TV – « Alias Grace », itinéraire d’une servante écrouée
TV – « Alias Grace », itinéraire d’une servante écrouée
Par Martine Delahaye
A voir aussi ce soir. Adaptée d’un roman de Margaret Atwood, cette série retrace le parcours d’une femme condamnée pour meurtre (sur Netflix, à la demande).
CAPTIVE Bande Annonce VF (NETFLIX // 2017)
Durée : 02:40
Alias Grace, qui vient d’être lancée sur Netflix, est adaptée du roman Captive de la Canadienne Margaret Atwood, également auteure du best-seller La Servante écarlate, superbement transformé en série (The Handmaid’s Tale) cette année et disponible sur OCS. Si cette nouvelle sérien’en atteint pas le pouvoir d’évocation ni l’amplitude politico-philosophique,cela tient sans doute au fait que pour ce livre-ci, Margaret Atwood s’est appuyée sur un fait réel : l’emprisonnement de la très jeune et douce Grace Marks, pendant trente ans, pour un double meurtre. Alors qu’elle s’en disait innocente. Une histoire qui, au milieu du XIXe siècle, fit grand bruit.
L’on va donc suivre les pas de Grace Marks, arrivée d’Irlande au Canada très jeune, et rapidement placée comme servante à Toronto pour soutenir sa famille rongée par la misère. Et qui, à 16 ans, en 1843, sera condamnée à la prison à perpétuité pour le meurtre de son employeur et de la gouvernante de la maison, enceinte de ce dernier. Jusqu’à ce qu’un jour, elle reçoive la visite du docteur Jordan, un psychiatre mandaté par un pasteur pour retracer avec elle son histoire et tenter de prouver son innocence.
Entretiens avec un psychiatre
La jeune fille a-t-elle volontairement participé au double meurtre ? A-t-elle été instrumentalisée par le véritable coupable ? Feint-elle ou non de n’avoir aucun souvenir des événements meurtriers ?Charge au médecin de déceler une possible cohérence entre l’acte criminel et la personnalité de la jeune Grace, dont on va découvrir avec lui les multiples facettes – à l’image des pièces de tissu que la jeune femme assemble en patchwork pour en faire des courtepointes, pendant leurs conversations.

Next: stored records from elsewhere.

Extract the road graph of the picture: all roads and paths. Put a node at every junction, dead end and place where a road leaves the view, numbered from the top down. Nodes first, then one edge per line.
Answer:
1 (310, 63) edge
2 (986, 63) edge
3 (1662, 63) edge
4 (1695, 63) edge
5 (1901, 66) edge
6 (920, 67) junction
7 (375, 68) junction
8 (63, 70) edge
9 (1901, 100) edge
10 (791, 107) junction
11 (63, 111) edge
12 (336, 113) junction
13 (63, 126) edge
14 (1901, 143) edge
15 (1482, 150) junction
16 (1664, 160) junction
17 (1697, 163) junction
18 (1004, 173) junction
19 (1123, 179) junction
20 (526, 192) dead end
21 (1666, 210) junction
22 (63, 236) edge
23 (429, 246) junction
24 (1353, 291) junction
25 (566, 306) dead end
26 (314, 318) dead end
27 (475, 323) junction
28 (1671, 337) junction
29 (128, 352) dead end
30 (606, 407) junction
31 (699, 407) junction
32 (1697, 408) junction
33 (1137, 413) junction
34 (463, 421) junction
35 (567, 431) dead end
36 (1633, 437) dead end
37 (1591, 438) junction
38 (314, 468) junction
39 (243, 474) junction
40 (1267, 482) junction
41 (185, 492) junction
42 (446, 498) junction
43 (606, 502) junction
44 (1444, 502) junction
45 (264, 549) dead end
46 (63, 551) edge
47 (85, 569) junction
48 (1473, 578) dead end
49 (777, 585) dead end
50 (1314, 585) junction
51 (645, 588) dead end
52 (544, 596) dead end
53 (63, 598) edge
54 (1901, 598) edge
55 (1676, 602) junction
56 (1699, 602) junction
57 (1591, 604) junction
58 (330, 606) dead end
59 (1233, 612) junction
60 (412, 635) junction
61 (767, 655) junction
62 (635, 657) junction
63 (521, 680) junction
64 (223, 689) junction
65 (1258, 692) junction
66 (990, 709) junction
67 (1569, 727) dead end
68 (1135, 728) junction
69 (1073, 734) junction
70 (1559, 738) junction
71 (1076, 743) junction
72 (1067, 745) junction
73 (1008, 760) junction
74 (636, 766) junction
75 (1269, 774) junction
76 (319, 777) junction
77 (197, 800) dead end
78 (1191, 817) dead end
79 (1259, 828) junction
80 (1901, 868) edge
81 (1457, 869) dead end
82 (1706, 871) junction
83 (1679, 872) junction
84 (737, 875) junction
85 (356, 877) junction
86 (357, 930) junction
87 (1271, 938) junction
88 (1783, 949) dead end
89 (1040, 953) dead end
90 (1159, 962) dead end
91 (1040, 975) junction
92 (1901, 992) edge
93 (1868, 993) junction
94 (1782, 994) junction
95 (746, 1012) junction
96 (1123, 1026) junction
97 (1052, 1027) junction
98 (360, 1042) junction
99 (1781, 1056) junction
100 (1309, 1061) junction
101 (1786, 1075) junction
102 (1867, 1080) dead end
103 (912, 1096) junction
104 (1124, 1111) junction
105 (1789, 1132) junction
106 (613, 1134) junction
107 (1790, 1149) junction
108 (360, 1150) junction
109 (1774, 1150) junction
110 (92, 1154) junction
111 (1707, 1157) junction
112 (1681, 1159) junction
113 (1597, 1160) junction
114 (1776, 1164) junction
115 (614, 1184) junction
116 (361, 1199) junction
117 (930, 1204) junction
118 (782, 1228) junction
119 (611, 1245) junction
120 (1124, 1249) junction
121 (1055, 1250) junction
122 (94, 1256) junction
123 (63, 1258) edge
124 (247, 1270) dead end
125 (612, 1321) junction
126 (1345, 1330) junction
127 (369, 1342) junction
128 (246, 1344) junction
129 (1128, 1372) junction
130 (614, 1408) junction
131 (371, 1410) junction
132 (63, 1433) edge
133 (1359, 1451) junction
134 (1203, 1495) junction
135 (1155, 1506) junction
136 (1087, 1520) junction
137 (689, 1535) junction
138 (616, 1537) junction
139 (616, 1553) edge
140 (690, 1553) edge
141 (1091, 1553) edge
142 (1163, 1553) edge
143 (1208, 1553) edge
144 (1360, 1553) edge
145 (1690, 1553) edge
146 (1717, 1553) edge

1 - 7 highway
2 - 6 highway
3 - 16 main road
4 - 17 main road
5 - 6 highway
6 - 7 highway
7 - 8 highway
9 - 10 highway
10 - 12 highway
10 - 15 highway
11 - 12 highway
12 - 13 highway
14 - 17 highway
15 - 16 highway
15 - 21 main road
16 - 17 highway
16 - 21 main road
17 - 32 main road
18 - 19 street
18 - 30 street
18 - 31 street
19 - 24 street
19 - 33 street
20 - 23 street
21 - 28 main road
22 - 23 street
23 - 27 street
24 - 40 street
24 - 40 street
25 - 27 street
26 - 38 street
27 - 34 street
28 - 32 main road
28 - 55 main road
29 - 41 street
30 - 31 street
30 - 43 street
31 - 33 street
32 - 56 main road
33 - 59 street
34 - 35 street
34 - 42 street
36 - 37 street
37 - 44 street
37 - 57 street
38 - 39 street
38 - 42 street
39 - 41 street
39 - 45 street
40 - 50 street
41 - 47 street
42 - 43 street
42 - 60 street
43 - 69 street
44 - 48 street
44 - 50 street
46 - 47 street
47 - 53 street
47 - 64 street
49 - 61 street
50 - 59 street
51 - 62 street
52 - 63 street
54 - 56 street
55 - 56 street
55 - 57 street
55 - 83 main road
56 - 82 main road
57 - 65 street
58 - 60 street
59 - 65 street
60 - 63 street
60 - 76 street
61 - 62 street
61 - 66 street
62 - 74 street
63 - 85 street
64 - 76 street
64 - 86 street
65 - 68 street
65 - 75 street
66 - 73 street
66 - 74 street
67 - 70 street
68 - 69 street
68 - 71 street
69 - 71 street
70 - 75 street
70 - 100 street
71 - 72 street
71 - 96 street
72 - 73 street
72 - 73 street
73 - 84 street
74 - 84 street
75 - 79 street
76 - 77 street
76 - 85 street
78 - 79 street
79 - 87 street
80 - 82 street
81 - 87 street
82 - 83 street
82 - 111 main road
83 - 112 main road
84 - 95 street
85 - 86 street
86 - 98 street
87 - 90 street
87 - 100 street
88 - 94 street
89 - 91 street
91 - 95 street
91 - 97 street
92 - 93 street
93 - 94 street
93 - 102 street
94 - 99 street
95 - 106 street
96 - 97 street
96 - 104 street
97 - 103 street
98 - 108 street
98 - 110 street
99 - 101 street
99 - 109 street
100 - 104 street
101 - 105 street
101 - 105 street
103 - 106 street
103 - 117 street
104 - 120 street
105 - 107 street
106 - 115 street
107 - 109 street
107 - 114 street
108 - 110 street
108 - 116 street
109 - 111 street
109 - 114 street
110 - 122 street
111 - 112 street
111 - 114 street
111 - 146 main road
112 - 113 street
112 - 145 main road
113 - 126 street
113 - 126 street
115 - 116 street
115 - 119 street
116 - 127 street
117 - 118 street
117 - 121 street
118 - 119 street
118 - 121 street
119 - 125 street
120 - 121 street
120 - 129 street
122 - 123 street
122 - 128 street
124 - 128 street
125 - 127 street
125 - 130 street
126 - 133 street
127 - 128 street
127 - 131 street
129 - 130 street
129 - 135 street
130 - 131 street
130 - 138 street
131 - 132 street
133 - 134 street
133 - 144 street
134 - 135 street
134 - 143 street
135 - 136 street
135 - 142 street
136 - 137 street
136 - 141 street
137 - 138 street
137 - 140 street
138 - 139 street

Sarah Gadon dans « Alias Grace ». / NETFLIX
Or, ces entretiens quotidiens entre la jeune fille et le psychiatre vont cristalliser une fascination du docteur Jordan pour son « sujet » d’étude : telle Shéhérazade, grâce à son récit, Grace fuit le sordide de sa vie de prisonnière mais tient aussi en haleine le seul être qui se soit jamais intéressé à elle. D’où le charme de cette série, dont la dramaturgie s’apparente en réalité à un film : Alias Grace traite du pouvoir enivrant de la narration, fictionnelle ou non, même depuis le fin fond du sordide.
Alias Grace, série créée par Sarah Polley. Avec Sarah Gadon, Edward Holcroft (Etats-Unis-Canada, 2017, 6 × 45 min).